Le Magazine littéraire, avril 2011, par Jean-Baptiste Harang

Olivier Rolin, kit de lectures

La dialectique peut-elle casser des briques ? Vider des brocs ? Allez savoir. Olivier Rolin prévient que, autant que Bric et broc, le titre « Fourbi » eût convenu, mais qu’il était déjà pris (par Alain Tanner ?). Oui, « Fourbi » était parfait, son côté barda, paquetage du soldat, convient à la première partie du livre qui réunit des textes de réflexion sur la pratique de l’écriture dont le premier, « Boîte à outils », aurait pu, lui aussi, étendre son titre à l’ensemble de l’ouvrage. « Fourbi » était parfait car il dit à la fois le désordre des choses et les métaux qu’on fourbit jusqu’à leur brillance extrême, comme on polit les mots pour que la langue sonne juste. Mais va pour Bric et broc, qui rend compte du bric-à-brac du recueil, bien que le fatras y soit plutôt bien organisé. Les six premiers textes, où Rolin demande qu’on lui pardonne le risque pris à l’enfoncement de portes ouvertes, sont des conférences, des causeries qu’il donna çà et là. Le souci d’être compris à l’oral cache parfois la grâce de l’écriture derrière l’intelligence de l’exposition. Si l’on considère que dire les choses qui vont sans dire, mais vont bien mieux en les disant, relève du franchissement de libres issues, profitez de votre élan et passez votre chemin. Si, au contraire, il vous sied qu’on rappelle que « tramer de la beauté avec les mots est proprement l’objet de la littérature », que le style « commence par un écart, une déviation par rapport à l’usage courant de la langue », que, certes, « l’intrigue est le complot ourdi par l’auteur afin de s’emparer de l’esprit du lecteur » mais que « la gravitation romanesque est la force qui pousse, non à tourner les pages pour connaître les surprises que ménage l’intrigue, mais au contraire à s’attarder sur certaines pages, à les relire sans pouvoir se délivrer de leur attraction », si cela vous convainc, vous entrerez de plain-pied, par ces portes ouvertes, dans la seconde partie où l’écrivain a réuni, inédits ou pas, sept exercices d’admirations littéraires absolument épatants.
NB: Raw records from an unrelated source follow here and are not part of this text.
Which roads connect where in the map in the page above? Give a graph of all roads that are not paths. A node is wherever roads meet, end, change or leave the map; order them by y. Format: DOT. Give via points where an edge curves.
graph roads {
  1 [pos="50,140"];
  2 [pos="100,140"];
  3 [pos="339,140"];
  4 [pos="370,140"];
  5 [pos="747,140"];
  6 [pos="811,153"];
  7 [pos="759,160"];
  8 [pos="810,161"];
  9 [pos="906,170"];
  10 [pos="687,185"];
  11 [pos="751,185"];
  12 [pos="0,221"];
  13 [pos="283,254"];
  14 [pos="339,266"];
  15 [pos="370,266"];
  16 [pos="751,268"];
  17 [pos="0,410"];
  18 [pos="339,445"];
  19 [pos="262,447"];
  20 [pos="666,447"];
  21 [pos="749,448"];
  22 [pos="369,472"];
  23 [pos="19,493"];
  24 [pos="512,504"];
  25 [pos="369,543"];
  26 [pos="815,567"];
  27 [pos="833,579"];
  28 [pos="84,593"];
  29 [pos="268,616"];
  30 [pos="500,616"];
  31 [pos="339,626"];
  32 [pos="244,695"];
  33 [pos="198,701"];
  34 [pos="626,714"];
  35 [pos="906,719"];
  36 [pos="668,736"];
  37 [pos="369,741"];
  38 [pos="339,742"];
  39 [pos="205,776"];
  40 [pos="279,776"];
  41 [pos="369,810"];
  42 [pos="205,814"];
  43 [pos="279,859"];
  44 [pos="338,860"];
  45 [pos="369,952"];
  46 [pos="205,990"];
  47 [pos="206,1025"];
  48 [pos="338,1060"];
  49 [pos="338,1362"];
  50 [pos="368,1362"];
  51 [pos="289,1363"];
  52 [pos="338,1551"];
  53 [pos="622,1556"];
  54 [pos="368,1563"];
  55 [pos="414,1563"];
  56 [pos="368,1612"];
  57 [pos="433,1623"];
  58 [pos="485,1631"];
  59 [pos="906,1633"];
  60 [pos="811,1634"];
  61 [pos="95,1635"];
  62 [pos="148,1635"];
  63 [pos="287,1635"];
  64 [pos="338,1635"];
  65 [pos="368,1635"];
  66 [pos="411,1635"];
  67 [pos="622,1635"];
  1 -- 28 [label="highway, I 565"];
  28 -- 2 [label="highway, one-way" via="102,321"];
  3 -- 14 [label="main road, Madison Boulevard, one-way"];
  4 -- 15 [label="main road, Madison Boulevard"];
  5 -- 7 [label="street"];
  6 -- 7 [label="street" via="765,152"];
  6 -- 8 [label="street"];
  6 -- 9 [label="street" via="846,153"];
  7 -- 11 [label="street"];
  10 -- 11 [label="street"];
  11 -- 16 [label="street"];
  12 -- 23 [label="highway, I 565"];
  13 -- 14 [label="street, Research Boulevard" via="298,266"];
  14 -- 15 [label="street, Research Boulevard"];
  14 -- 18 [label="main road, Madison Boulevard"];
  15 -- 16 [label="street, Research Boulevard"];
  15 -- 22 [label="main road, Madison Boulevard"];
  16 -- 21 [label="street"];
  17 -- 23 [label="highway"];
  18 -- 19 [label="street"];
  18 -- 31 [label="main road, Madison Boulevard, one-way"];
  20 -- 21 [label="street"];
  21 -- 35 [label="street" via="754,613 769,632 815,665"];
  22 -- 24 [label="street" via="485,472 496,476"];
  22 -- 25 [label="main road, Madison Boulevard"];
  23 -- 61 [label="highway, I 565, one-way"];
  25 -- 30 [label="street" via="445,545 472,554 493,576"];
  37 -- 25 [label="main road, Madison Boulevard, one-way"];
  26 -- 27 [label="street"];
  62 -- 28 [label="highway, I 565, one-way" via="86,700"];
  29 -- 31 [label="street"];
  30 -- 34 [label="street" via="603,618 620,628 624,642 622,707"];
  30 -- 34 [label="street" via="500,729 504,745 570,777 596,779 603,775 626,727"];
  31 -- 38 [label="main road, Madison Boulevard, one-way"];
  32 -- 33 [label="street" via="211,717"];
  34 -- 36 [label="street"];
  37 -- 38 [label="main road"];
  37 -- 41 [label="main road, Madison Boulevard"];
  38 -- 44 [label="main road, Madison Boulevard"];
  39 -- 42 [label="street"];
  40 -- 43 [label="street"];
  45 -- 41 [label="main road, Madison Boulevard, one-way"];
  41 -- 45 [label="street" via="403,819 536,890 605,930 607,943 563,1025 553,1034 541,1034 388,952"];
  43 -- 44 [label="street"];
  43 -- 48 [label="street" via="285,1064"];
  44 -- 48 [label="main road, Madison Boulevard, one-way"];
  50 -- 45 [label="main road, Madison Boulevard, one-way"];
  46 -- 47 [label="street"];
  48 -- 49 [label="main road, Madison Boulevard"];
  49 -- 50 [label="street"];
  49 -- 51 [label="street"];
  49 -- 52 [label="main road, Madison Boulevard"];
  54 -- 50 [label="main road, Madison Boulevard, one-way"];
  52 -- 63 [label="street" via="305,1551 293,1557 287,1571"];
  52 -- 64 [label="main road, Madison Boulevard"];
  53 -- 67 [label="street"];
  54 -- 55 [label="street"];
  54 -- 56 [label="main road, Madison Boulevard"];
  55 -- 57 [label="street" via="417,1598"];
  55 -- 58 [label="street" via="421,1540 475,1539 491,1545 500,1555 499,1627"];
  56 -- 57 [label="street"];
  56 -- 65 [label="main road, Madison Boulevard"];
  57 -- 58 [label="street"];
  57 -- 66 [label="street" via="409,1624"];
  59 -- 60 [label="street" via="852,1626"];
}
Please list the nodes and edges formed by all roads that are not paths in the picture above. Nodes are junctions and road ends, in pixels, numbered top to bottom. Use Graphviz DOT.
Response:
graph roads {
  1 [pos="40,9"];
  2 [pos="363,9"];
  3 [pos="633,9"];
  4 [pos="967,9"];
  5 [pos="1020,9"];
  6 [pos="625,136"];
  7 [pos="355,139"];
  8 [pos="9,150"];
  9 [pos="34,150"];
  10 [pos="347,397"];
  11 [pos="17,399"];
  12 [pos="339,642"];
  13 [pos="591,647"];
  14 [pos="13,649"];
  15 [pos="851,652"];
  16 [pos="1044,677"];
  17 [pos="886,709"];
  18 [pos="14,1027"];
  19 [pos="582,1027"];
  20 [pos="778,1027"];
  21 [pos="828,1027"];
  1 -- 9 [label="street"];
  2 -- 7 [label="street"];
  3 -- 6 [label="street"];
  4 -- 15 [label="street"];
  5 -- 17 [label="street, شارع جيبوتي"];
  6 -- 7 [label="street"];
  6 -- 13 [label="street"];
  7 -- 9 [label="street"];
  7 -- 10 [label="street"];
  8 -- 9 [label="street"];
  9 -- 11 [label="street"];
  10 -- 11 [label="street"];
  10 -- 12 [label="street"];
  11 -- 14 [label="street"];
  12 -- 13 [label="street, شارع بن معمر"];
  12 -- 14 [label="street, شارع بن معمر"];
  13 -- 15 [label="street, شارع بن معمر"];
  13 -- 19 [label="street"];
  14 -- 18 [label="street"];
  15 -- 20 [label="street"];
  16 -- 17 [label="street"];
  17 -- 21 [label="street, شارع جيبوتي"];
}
Un texte à propos des photos que Doisneau fit de Cendrars : « Cendrars, c’est notre Hemingway, en plus vrai. » Un autre sur les photos de Rimbaud à Harar. Dans sa préface à une édition de La Peau de Malaparte, Olivier Rolin défend la place des descriptions dans le roman, puis le démontre en visitant la maison de Lowry à Vancouver, ce sont des choses vues, comme n’a pas dit Victor Hugo dans le pénultième hommage (« les textes forts suscitent parfois des réactions simples, les larmes, l’envie de se lever et de marcher »), avant de saluer sa nostalgie de lecteur en relisant L’Iliade. Dans son introduction, « À Verdier », Olivier Rolin évoque son ami Gérard Bobillier, dit « Bob », leur dernière rencontre avant que celui-ci ne meure, et cette demande de Bob de lui donner ce bouquet de bric et de broc pour le publier. Il termine cette première page ainsi : « Avec lui, il fallait être à la hauteur, c’est tout : et ils ne sont pas nombreux ceux qui vous obligent à vous élever. » Oui. Et vous en êtes un autre, monsieur Rolin.